*** Opening MATERIAL FOR THE TASK ***

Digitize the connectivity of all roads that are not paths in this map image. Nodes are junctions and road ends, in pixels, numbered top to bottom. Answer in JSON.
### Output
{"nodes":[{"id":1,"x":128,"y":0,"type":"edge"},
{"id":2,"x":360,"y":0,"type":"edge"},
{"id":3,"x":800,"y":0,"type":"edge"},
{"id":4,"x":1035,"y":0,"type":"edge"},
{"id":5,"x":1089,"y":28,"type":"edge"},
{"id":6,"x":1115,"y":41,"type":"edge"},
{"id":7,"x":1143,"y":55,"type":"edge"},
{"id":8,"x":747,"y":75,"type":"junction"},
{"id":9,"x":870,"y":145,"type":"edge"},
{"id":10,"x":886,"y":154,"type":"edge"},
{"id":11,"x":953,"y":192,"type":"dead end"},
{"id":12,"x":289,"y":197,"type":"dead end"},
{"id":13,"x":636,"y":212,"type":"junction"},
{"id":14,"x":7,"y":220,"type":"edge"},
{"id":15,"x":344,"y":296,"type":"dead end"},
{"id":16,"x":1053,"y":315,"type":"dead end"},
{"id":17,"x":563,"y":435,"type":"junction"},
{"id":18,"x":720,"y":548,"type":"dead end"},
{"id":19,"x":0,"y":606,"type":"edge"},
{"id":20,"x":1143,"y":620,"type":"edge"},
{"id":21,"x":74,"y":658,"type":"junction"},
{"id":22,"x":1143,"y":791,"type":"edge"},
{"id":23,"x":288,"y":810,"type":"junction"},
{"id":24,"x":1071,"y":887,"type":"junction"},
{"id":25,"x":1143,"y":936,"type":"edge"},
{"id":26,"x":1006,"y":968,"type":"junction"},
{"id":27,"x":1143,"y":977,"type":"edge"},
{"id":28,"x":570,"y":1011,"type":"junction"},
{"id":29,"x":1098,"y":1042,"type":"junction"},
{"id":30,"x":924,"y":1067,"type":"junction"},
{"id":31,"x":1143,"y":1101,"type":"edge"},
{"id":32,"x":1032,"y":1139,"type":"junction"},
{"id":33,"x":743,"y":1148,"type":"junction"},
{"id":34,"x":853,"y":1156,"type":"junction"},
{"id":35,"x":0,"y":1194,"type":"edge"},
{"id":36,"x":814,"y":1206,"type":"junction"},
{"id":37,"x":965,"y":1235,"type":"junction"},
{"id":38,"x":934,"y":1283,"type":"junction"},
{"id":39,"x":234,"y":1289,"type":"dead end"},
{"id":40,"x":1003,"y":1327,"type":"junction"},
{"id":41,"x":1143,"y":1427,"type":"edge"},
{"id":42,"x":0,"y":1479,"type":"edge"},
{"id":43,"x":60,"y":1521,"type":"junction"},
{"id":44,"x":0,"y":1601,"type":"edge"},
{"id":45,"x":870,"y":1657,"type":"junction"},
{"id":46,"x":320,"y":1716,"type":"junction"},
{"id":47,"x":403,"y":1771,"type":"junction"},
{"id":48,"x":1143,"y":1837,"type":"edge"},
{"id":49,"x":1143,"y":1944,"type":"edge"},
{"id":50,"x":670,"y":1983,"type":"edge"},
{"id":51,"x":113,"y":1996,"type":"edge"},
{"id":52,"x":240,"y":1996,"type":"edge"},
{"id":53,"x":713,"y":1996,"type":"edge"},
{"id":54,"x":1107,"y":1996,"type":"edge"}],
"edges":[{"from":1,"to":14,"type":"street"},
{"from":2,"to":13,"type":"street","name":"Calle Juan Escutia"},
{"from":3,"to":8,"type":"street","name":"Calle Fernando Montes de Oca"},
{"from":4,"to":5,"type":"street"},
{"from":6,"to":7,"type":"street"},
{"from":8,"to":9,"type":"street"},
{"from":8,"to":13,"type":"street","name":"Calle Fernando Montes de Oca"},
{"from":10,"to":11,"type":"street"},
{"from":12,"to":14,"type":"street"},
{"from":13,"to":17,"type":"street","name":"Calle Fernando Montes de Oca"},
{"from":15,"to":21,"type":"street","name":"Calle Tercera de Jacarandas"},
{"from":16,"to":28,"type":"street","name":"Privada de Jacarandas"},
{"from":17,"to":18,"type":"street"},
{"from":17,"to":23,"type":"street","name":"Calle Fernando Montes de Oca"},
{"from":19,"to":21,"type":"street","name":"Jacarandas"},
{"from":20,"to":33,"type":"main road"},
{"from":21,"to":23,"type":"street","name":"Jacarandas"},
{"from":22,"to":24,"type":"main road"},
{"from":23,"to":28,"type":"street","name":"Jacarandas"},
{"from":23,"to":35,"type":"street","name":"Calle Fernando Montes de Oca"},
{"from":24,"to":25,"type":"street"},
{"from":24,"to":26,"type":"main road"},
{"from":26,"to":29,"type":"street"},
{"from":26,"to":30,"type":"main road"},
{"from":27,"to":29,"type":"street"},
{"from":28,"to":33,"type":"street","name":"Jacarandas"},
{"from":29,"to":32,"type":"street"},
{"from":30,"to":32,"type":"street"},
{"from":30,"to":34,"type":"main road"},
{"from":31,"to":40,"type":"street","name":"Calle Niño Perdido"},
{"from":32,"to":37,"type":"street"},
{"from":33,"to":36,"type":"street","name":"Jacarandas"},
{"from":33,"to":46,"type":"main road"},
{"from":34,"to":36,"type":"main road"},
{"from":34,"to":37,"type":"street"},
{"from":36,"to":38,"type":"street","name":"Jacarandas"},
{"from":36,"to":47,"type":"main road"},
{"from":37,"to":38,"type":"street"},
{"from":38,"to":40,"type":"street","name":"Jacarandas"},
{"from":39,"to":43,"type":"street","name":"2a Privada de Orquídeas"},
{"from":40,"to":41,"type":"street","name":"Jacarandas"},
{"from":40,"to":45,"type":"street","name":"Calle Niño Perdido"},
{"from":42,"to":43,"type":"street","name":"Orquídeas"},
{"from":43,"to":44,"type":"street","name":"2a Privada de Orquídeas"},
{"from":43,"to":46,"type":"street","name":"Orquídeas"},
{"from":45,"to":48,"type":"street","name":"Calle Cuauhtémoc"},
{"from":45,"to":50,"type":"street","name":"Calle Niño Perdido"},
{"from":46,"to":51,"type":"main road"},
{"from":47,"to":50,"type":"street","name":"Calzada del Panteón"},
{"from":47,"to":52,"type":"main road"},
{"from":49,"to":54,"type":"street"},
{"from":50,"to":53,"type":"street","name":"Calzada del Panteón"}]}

*** Closing MATERIAL FOR THE TASK ***

» **WHAT THE TASK REQUIRES**: I'd like all of the entries written out again exactly as they appear above.

» **RESPONSE**:
Digitize the connectivity of all roads that are not paths in this map image. Nodes are junctions and road ends, in pixels, numbered top to bottom. Answer in JSON.
### Output
{"nodes":[{"id":1,"x":128,"y":0,"type":"edge"},
{"id":2,"x":360,"y":0,"type":"edge"},
{"id":3,"x":800,"y":0,"type":"edge"},
{"id":4,"x":1035,"y":0,"type":"edge"},
{"id":5,"x":1089,"y":28,"type":"edge"},
{"id":6,"x":1115,"y":41,"type":"edge"},
{"id":7,"x":1143,"y":55,"type":"edge"},
{"id":8,"x":747,"y":75,"type":"junction"},
{"id":9,"x":870,"y":145,"type":"edge"},
{"id":10,"x":886,"y":154,"type":"edge"},
{"id":11,"x":953,"y":192,"type":"dead end"},
{"id":12,"x":289,"y":197,"type":"dead end"},
{"id":13,"x":636,"y":212,"type":"junction"},
{"id":14,"x":7,"y":220,"type":"edge"},
{"id":15,"x":344,"y":296,"type":"dead end"},
{"id":16,"x":1053,"y":315,"type":"dead end"},
{"id":17,"x":563,"y":435,"type":"junction"},
{"id":18,"x":720,"y":548,"type":"dead end"},
{"id":19,"x":0,"y":606,"type":"edge"},
{"id":20,"x":1143,"y":620,"type":"edge"},
{"id":21,"x":74,"y":658,"type":"junction"},
{"id":22,"x":1143,"y":791,"type":"edge"},
{"id":23,"x":288,"y":810,"type":"junction"},
{"id":24,"x":1071,"y":887,"type":"junction"},
{"id":25,"x":1143,"y":936,"type":"edge"},
{"id":26,"x":1006,"y":968,"type":"junction"},
{"id":27,"x":1143,"y":977,"type":"edge"},
{"id":28,"x":570,"y":1011,"type":"junction"},
{"id":29,"x":1098,"y":1042,"type":"junction"},
{"id":30,"x":924,"y":1067,"type":"junction"},
{"id":31,"x":1143,"y":1101,"type":"edge"},
{"id":32,"x":1032,"y":1139,"type":"junction"},
{"id":33,"x":743,"y":1148,"type":"junction"},
{"id":34,"x":853,"y":1156,"type":"junction"},
{"id":35,"x":0,"y":1194,"type":"edge"},
{"id":36,"x":814,"y":1206,"type":"junction"},
{"id":37,"x":965,"y":1235,"type":"junction"},
{"id":38,"x":934,"y":1283,"type":"junction"},
{"id":39,"x":234,"y":1289,"type":"dead end"},
{"id":40,"x":1003,"y":1327,"type":"junction"},
{"id":41,"x":1143,"y":1427,"type":"edge"},
{"id":42,"x":0,"y":1479,"type":"edge"},
{"id":43,"x":60,"y":1521,"type":"junction"},
{"id":44,"x":0,"y":1601,"type":"edge"},
{"id":45,"x":870,"y":1657,"type":"junction"},
{"id":46,"x":320,"y":1716,"type":"junction"},
{"id":47,"x":403,"y":1771,"type":"junction"},
{"id":48,"x":1143,"y":1837,"type":"edge"},
{"id":49,"x":1143,"y":1944,"type":"edge"},
{"id":50,"x":670,"y":1983,"type":"edge"},
{"id":51,"x":113,"y":1996,"type":"edge"},
{"id":52,"x":240,"y":1996,"type":"edge"},
{"id":53,"x":713,"y":1996,"type":"edge"},
{"id":54,"x":1107,"y":1996,"type":"edge"}],
"edges":[{"from":1,"to":14,"type":"street"},
{"from":2,"to":13,"type":"street","name":"Calle Juan Escutia"},
{"from":3,"to":8,"type":"street","name":"Calle Fernando Montes de Oca"},
{"from":4,"to":5,"type":"street"},
{"from":6,"to":7,"type":"street"},
{"from":8,"to":9,"type":"street"},
{"from":8,"to":13,"type":"street","name":"Calle Fernando Montes de Oca"},
{"from":10,"to":11,"type":"street"},
{"from":12,"to":14,"type":"street"},
{"from":13,"to":17,"type":"street","name":"Calle Fernando Montes de Oca"},
{"from":15,"to":21,"type":"street","name":"Calle Tercera de Jacarandas"},
{"from":16,"to":28,"type":"street","name":"Privada de Jacarandas"},
{"from":17,"to":18,"type":"street"},
{"from":17,"to":23,"type":"street","name":"Calle Fernando Montes de Oca"},
{"from":19,"to":21,"type":"street","name":"Jacarandas"},
{"from":20,"to":33,"type":"main road"},
{"from":21,"to":23,"type":"street","name":"Jacarandas"},
{"from":22,"to":24,"type":"main road"},
{"from":23,"to":28,"type":"street","name":"Jacarandas"},
{"from":23,"to":35,"type":"street","name":"Calle Fernando Montes de Oca"},
{"from":24,"to":25,"type":"street"},
{"from":24,"to":26,"type":"main road"},
{"from":26,"to":29,"type":"street"},
{"from":26,"to":30,"type":"main road"},
{"from":27,"to":29,"type":"street"},
{"from":28,"to":33,"type":"street","name":"Jacarandas"},
{"from":29,"to":32,"type":"street"},
{"from":30,"to":32,"type":"street"},
{"from":30,"to":34,"type":"main road"},
{"from":31,"to":40,"type":"street","name":"Calle Niño Perdido"},
{"from":32,"to":37,"type":"street"},
{"from":33,"to":36,"type":"street","name":"Jacarandas"},
{"from":33,"to":46,"type":"main road"},
{"from":34,"to":36,"type":"main road"},
{"from":34,"to":37,"type":"street"},
{"from":36,"to":38,"type":"street","name":"Jacarandas"},
{"from":36,"to":47,"type":"main road"},
{"from":37,"to":38,"type":"street"},
{"from":38,"to":40,"type":"street","name":"Jacarandas"},
{"from":39,"to":43,"type":"street","name":"2a Privada de Orquídeas"},
{"from":40,"to":41,"type":"street","name":"Jacarandas"},
{"from":40,"to":45,"type":"street","name":"Calle Niño Perdido"},
{"from":42,"to":43,"type":"street","name":"Orquídeas"},
{"from":43,"to":44,"type":"street","name":"2a Privada de Orquídeas"},
{"from":43,"to":46,"type":"street","name":"Orquídeas"},
{"from":45,"to":48,"type":"street","name":"Calle Cuauhtémoc"},
{"from":45,"to":50,"type":"street","name":"Calle Niño Perdido"},
{"from":46,"to":51,"type":"main road"},
{"from":47,"to":50,"type":"street","name":"Calzada del Panteón"},
{"from":47,"to":52,"type":"main road"},
{"from":49,"to":54,"type":"street"},
{"from":50,"to":53,"type":"street","name":"Calzada del Panteón"}]}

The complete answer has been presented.